▸ **The problem**
Filter the entries and keep only the lines where the string "Whitworth" appears.

Source records:
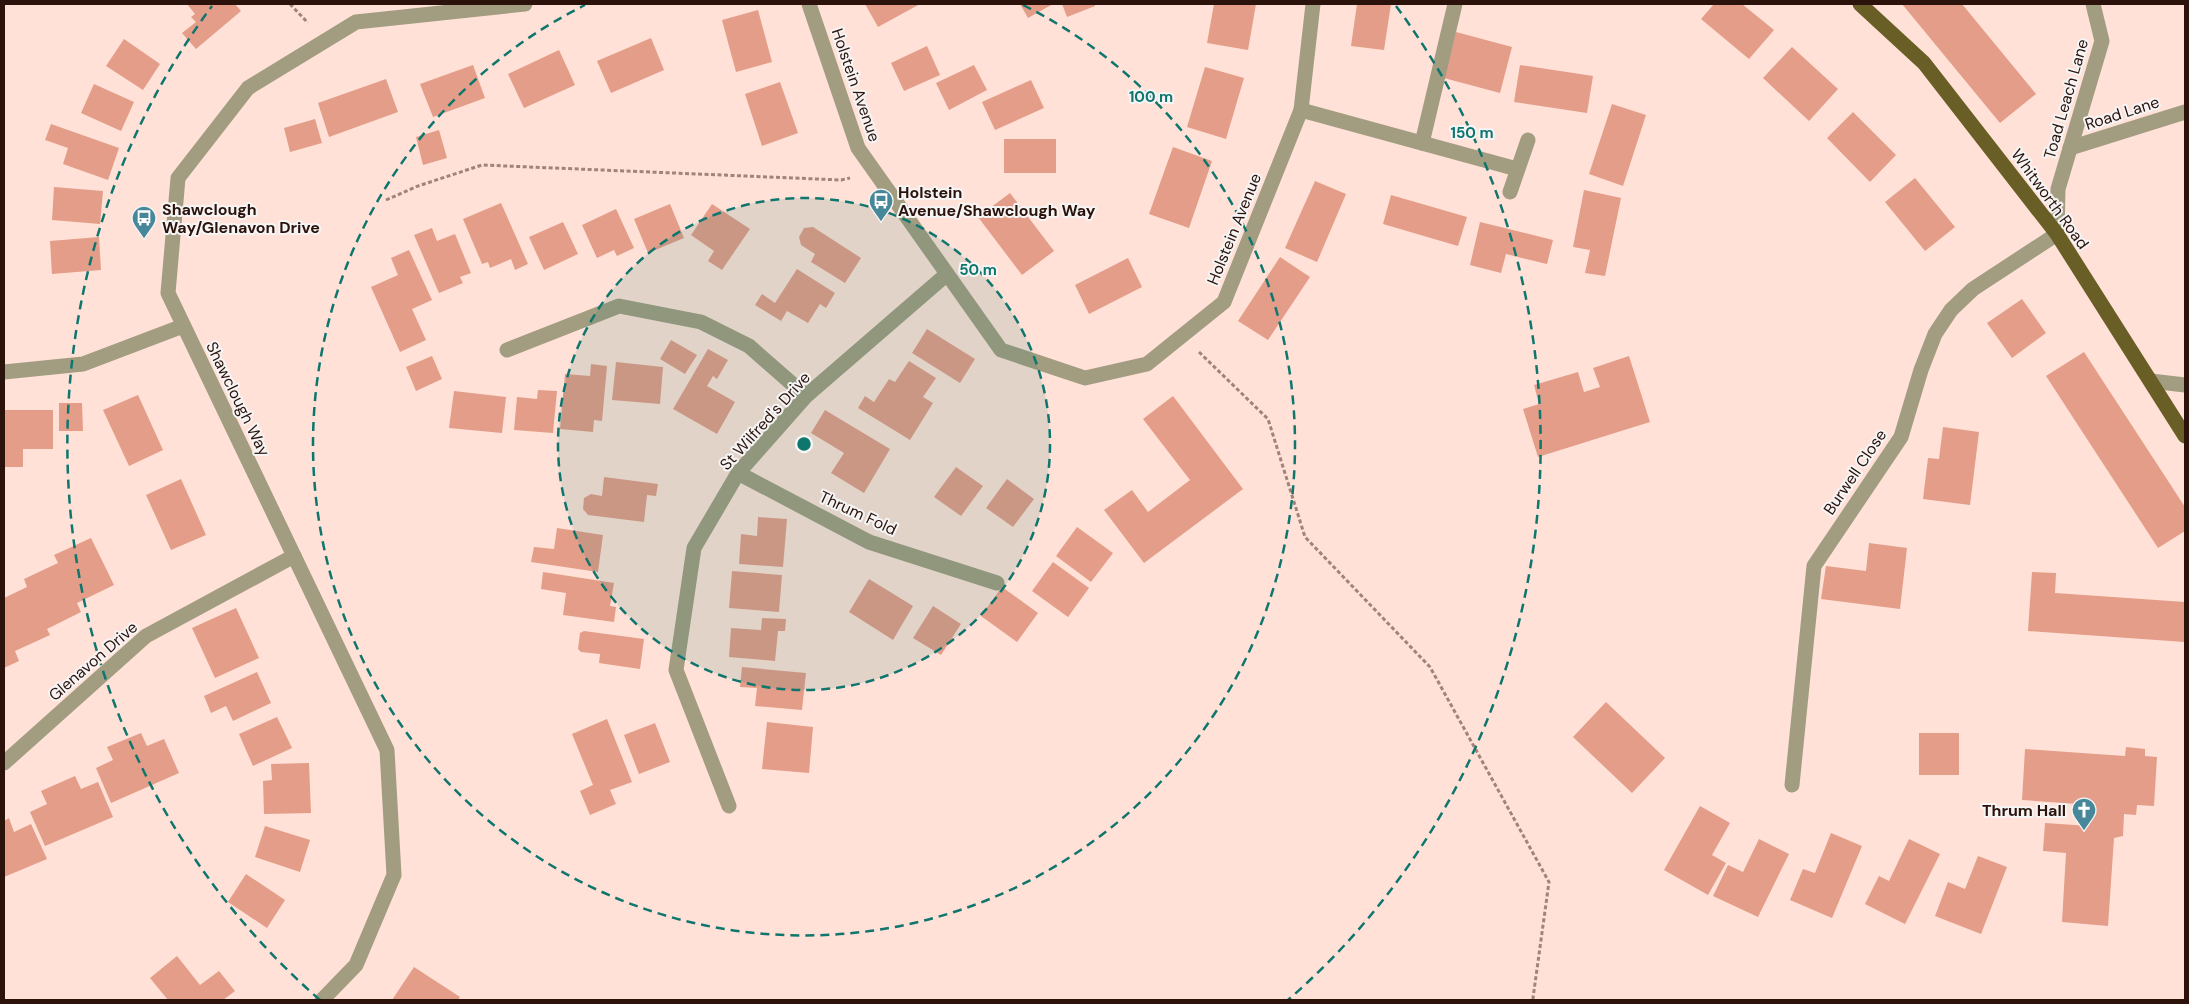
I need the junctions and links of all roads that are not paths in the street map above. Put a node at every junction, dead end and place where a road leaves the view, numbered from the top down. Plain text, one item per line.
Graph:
1 (524, 4) edge
2 (809, 4) edge
3 (1313, 4) edge
4 (1455, 4) edge
5 (1860, 4) edge
6 (2092, 4) edge
7 (498, 5) edge
8 (1301, 110) junction
9 (2185, 112) edge
10 (1528, 140) dead end
11 (1422, 143) junction
12 (2070, 148) junction
13 (1517, 169) junction
14 (1510, 192) dead end
15 (2057, 234) junction
16 (946, 274) junction
17 (184, 326) junction
18 (507, 350) dead end
19 (4, 372) edge
20 (2151, 381) junction
21 (2185, 385) edge
22 (806, 396) junction
23 (2185, 436) edge
24 (738, 473) junction
25 (294, 556) junction
26 (997, 583) dead end
27 (4, 763) edge
28 (1792, 785) dead end
29 (729, 806) dead end
30 (322, 1000) edge

1 - 7 street, Shawclough Way
2 - 16 street, Holstein Avenue
3 - 8 street, Holstein Avenue
4 - 11 street
5 - 15 main road, Whitworth Road
6 - 12 street, Toad Leach Lane
7 - 17 street, Shawclough Way
8 - 11 street
8 - 16 street, Holstein Avenue
9 - 12 street, Road Lane
10 - 13 street
11 - 13 street
12 - 15 street, Toad Leach Lane
13 - 14 street
15 - 20 main road, Whitworth Road
15 - 28 street, Burwell Close
16 - 22 street, St Wilfred's Drive
17 - 19 street
17 - 25 street, Shawclough Way
18 - 22 street
20 - 21 street
20 - 23 main road, Whitworth Road
22 - 24 street, St Wilfred's Drive
24 - 26 street, Thrum Fold
24 - 29 street, St Wilfred's Drive
25 - 27 street, Glenavon Drive
25 - 30 street, Shawclough Way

▸ **Completed task**
5 - 15 main road, Whitworth Road
15 - 20 main road, Whitworth Road
20 - 23 main road, Whitworth Road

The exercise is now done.